— WHAT IS EXPECTED —
Copy every line of the data exactly, leaving nothing out.

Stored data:
━━━━━━━━

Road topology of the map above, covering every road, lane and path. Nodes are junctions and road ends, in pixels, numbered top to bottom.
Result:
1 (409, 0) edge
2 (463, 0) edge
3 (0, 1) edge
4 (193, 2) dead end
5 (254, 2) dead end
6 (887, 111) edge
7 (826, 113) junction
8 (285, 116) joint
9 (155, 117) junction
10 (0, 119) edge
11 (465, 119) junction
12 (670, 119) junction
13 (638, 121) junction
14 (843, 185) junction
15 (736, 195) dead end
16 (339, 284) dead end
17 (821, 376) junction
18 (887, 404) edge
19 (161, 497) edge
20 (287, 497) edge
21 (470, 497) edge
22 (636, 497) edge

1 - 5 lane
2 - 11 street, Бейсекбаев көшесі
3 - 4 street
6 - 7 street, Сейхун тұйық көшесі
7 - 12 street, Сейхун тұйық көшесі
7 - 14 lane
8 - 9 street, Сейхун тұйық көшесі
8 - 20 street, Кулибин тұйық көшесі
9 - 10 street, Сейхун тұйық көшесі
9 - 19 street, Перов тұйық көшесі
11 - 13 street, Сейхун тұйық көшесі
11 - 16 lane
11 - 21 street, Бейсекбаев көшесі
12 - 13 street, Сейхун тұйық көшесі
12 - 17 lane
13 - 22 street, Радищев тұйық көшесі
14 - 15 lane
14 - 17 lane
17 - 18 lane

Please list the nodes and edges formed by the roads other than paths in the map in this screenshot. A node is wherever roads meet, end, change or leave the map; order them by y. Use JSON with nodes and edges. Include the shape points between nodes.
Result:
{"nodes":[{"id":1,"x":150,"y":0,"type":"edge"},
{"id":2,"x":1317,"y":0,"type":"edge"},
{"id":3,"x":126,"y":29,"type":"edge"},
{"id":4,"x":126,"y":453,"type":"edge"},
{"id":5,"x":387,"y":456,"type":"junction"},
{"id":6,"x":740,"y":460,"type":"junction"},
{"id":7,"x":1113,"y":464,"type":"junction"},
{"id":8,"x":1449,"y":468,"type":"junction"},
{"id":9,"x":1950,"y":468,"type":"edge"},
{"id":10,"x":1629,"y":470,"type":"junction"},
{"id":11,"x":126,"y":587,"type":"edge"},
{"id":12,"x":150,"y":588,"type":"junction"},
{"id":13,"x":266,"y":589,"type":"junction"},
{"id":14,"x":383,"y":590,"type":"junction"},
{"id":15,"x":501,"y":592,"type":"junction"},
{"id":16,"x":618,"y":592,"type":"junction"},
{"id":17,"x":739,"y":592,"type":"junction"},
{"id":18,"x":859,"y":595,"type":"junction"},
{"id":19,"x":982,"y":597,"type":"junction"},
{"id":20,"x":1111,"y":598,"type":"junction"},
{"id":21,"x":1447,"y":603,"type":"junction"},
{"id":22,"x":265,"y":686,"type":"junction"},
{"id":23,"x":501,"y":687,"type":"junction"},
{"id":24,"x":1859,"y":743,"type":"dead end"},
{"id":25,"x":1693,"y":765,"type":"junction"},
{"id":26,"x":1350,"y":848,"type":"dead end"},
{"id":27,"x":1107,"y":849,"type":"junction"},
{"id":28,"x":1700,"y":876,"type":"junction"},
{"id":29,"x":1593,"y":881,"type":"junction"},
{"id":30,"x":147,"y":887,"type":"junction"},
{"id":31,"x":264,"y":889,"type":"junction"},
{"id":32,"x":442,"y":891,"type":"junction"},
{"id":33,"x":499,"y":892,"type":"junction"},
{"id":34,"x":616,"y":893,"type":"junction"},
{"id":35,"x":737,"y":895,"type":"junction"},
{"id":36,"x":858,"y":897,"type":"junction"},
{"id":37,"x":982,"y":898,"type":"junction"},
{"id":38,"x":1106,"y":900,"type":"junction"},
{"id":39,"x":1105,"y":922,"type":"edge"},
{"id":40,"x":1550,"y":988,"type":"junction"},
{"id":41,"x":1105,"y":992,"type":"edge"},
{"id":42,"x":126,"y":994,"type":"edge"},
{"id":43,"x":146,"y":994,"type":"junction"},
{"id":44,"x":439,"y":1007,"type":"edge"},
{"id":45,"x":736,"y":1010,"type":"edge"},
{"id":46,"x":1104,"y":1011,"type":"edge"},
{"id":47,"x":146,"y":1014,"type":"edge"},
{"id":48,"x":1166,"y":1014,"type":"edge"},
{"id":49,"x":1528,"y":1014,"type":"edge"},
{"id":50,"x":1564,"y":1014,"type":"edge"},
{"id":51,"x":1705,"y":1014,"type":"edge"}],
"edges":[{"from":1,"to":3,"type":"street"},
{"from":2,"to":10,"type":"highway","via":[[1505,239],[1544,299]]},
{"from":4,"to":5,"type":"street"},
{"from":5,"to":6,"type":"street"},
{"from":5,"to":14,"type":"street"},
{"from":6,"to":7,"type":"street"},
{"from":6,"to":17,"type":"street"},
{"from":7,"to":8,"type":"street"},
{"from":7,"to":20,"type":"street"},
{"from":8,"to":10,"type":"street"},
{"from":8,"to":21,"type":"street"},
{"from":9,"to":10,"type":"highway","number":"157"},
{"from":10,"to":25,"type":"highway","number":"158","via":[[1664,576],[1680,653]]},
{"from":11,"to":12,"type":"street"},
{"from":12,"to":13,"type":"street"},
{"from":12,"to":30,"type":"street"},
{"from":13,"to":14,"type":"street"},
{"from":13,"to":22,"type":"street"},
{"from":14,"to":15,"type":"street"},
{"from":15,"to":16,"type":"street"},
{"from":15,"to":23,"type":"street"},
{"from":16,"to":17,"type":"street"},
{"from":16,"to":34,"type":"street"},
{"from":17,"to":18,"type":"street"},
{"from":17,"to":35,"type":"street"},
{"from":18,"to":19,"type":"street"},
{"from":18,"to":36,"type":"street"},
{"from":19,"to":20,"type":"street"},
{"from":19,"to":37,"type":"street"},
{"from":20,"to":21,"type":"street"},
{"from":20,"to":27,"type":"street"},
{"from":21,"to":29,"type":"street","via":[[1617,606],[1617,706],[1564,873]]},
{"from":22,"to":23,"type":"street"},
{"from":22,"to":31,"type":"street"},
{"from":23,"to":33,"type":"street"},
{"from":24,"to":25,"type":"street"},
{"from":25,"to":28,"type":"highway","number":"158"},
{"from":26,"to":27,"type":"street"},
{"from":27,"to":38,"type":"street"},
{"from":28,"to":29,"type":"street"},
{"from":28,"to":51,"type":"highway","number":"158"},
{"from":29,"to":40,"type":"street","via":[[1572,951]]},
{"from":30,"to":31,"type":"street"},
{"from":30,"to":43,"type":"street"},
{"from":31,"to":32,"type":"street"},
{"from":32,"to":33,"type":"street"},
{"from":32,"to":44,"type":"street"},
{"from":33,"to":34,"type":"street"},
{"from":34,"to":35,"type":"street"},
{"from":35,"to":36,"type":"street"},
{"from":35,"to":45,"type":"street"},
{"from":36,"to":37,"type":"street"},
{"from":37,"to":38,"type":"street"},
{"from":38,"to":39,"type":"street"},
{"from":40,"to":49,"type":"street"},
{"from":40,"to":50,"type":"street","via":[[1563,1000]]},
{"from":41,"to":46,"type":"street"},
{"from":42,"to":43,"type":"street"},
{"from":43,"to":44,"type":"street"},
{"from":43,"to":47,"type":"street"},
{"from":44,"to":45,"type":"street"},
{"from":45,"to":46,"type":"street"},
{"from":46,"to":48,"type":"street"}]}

━━━━━━━━

— RESPONSE AREA —
Road topology of the map above, covering every road, lane and path. Nodes are junctions and road ends, in pixels, numbered top to bottom.
Result:
1 (409, 0) edge
2 (463, 0) edge
3 (0, 1) edge
4 (193, 2) dead end
5 (254, 2) dead end
6 (887, 111) edge
7 (826, 113) junction
8 (285, 116) joint
9 (155, 117) junction
10 (0, 119) edge
11 (465, 119) junction
12 (670, 119) junction
13 (638, 121) junction
14 (843, 185) junction
15 (736, 195) dead end
16 (339, 284) dead end
17 (821, 376) junction
18 (887, 404) edge
19 (161, 497) edge
20 (287, 497) edge
21 (470, 497) edge
22 (636, 497) edge

1 - 5 lane
2 - 11 street, Бейсекбаев көшесі
3 - 4 street
6 - 7 street, Сейхун тұйық көшесі
7 - 12 street, Сейхун тұйық көшесі
7 - 14 lane
8 - 9 street, Сейхун тұйық көшесі
8 - 20 street, Кулибин тұйық көшесі
9 - 10 street, Сейхун тұйық көшесі
9 - 19 street, Перов тұйық көшесі
11 - 13 street, Сейхун тұйық көшесі
11 - 16 lane
11 - 21 street, Бейсекбаев көшесі
12 - 13 street, Сейхун тұйық көшесі
12 - 17 lane
13 - 22 street, Радищев тұйық көшесі
14 - 15 lane
14 - 17 lane
17 - 18 lane

Please list the nodes and edges formed by the roads other than paths in the map in this screenshot. A node is wherever roads meet, end, change or leave the map; order them by y. Use JSON with nodes and edges. Include the shape points between nodes.
Result:
{"nodes":[{"id":1,"x":150,"y":0,"type":"edge"},
{"id":2,"x":1317,"y":0,"type":"edge"},
{"id":3,"x":126,"y":29,"type":"edge"},
{"id":4,"x":126,"y":453,"type":"edge"},
{"id":5,"x":387,"y":456,"type":"junction"},
{"id":6,"x":740,"y":460,"type":"junction"},
{"id":7,"x":1113,"y":464,"type":"junction"},
{"id":8,"x":1449,"y":468,"type":"junction"},
{"id":9,"x":1950,"y":468,"type":"edge"},
{"id":10,"x":1629,"y":470,"type":"junction"},
{"id":11,"x":126,"y":587,"type":"edge"},
{"id":12,"x":150,"y":588,"type":"junction"},
{"id":13,"x":266,"y":589,"type":"junction"},
{"id":14,"x":383,"y":590,"type":"junction"},
{"id":15,"x":501,"y":592,"type":"junction"},
{"id":16,"x":618,"y":592,"type":"junction"},
{"id":17,"x":739,"y":592,"type":"junction"},
{"id":18,"x":859,"y":595,"type":"junction"},
{"id":19,"x":982,"y":597,"type":"junction"},
{"id":20,"x":1111,"y":598,"type":"junction"},
{"id":21,"x":1447,"y":603,"type":"junction"},
{"id":22,"x":265,"y":686,"type":"junction"},
{"id":23,"x":501,"y":687,"type":"junction"},
{"id":24,"x":1859,"y":743,"type":"dead end"},
{"id":25,"x":1693,"y":765,"type":"junction"},
{"id":26,"x":1350,"y":848,"type":"dead end"},
{"id":27,"x":1107,"y":849,"type":"junction"},
{"id":28,"x":1700,"y":876,"type":"junction"},
{"id":29,"x":1593,"y":881,"type":"junction"},
{"id":30,"x":147,"y":887,"type":"junction"},
{"id":31,"x":264,"y":889,"type":"junction"},
{"id":32,"x":442,"y":891,"type":"junction"},
{"id":33,"x":499,"y":892,"type":"junction"},
{"id":34,"x":616,"y":893,"type":"junction"},
{"id":35,"x":737,"y":895,"type":"junction"},
{"id":36,"x":858,"y":897,"type":"junction"},
{"id":37,"x":982,"y":898,"type":"junction"},
{"id":38,"x":1106,"y":900,"type":"junction"},
{"id":39,"x":1105,"y":922,"type":"edge"},
{"id":40,"x":1550,"y":988,"type":"junction"},
{"id":41,"x":1105,"y":992,"type":"edge"},
{"id":42,"x":126,"y":994,"type":"edge"},
{"id":43,"x":146,"y":994,"type":"junction"},
{"id":44,"x":439,"y":1007,"type":"edge"},
{"id":45,"x":736,"y":1010,"type":"edge"},
{"id":46,"x":1104,"y":1011,"type":"edge"},
{"id":47,"x":146,"y":1014,"type":"edge"},
{"id":48,"x":1166,"y":1014,"type":"edge"},
{"id":49,"x":1528,"y":1014,"type":"edge"},
{"id":50,"x":1564,"y":1014,"type":"edge"},
{"id":51,"x":1705,"y":1014,"type":"edge"}],
"edges":[{"from":1,"to":3,"type":"street"},
{"from":2,"to":10,"type":"highway","via":[[1505,239],[1544,299]]},
{"from":4,"to":5,"type":"street"},
{"from":5,"to":6,"type":"street"},
{"from":5,"to":14,"type":"street"},
{"from":6,"to":7,"type":"street"},
{"from":6,"to":17,"type":"street"},
{"from":7,"to":8,"type":"street"},
{"from":7,"to":20,"type":"street"},
{"from":8,"to":10,"type":"street"},
{"from":8,"to":21,"type":"street"},
{"from":9,"to":10,"type":"highway","number":"157"},
{"from":10,"to":25,"type":"highway","number":"158","via":[[1664,576],[1680,653]]},
{"from":11,"to":12,"type":"street"},
{"from":12,"to":13,"type":"street"},
{"from":12,"to":30,"type":"street"},
{"from":13,"to":14,"type":"street"},
{"from":13,"to":22,"type":"street"},
{"from":14,"to":15,"type":"street"},
{"from":15,"to":16,"type":"street"},
{"from":15,"to":23,"type":"street"},
{"from":16,"to":17,"type":"street"},
{"from":16,"to":34,"type":"street"},
{"from":17,"to":18,"type":"street"},
{"from":17,"to":35,"type":"street"},
{"from":18,"to":19,"type":"street"},
{"from":18,"to":36,"type":"street"},
{"from":19,"to":20,"type":"street"},
{"from":19,"to":37,"type":"street"},
{"from":20,"to":21,"type":"street"},
{"from":20,"to":27,"type":"street"},
{"from":21,"to":29,"type":"street","via":[[1617,606],[1617,706],[1564,873]]},
{"from":22,"to":23,"type":"street"},
{"from":22,"to":31,"type":"street"},
{"from":23,"to":33,"type":"street"},
{"from":24,"to":25,"type":"street"},
{"from":25,"to":28,"type":"highway","number":"158"},
{"from":26,"to":27,"type":"street"},
{"from":27,"to":38,"type":"street"},
{"from":28,"to":29,"type":"street"},
{"from":28,"to":51,"type":"highway","number":"158"},
{"from":29,"to":40,"type":"street","via":[[1572,951]]},
{"from":30,"to":31,"type":"street"},
{"from":30,"to":43,"type":"street"},
{"from":31,"to":32,"type":"street"},
{"from":32,"to":33,"type":"street"},
{"from":32,"to":44,"type":"street"},
{"from":33,"to":34,"type":"street"},
{"from":34,"to":35,"type":"street"},
{"from":35,"to":36,"type":"street"},
{"from":35,"to":45,"type":"street"},
{"from":36,"to":37,"type":"street"},
{"from":37,"to":38,"type":"street"},
{"from":38,"to":39,"type":"street"},
{"from":40,"to":49,"type":"street"},
{"from":40,"to":50,"type":"street","via":[[1563,1000]]},
{"from":41,"to":46,"type":"street"},
{"from":42,"to":43,"type":"street"},
{"from":43,"to":44,"type":"street"},
{"from":43,"to":47,"type":"street"},
{"from":44,"to":45,"type":"street"},
{"from":45,"to":46,"type":"street"},
{"from":46,"to":48,"type":"street"}]}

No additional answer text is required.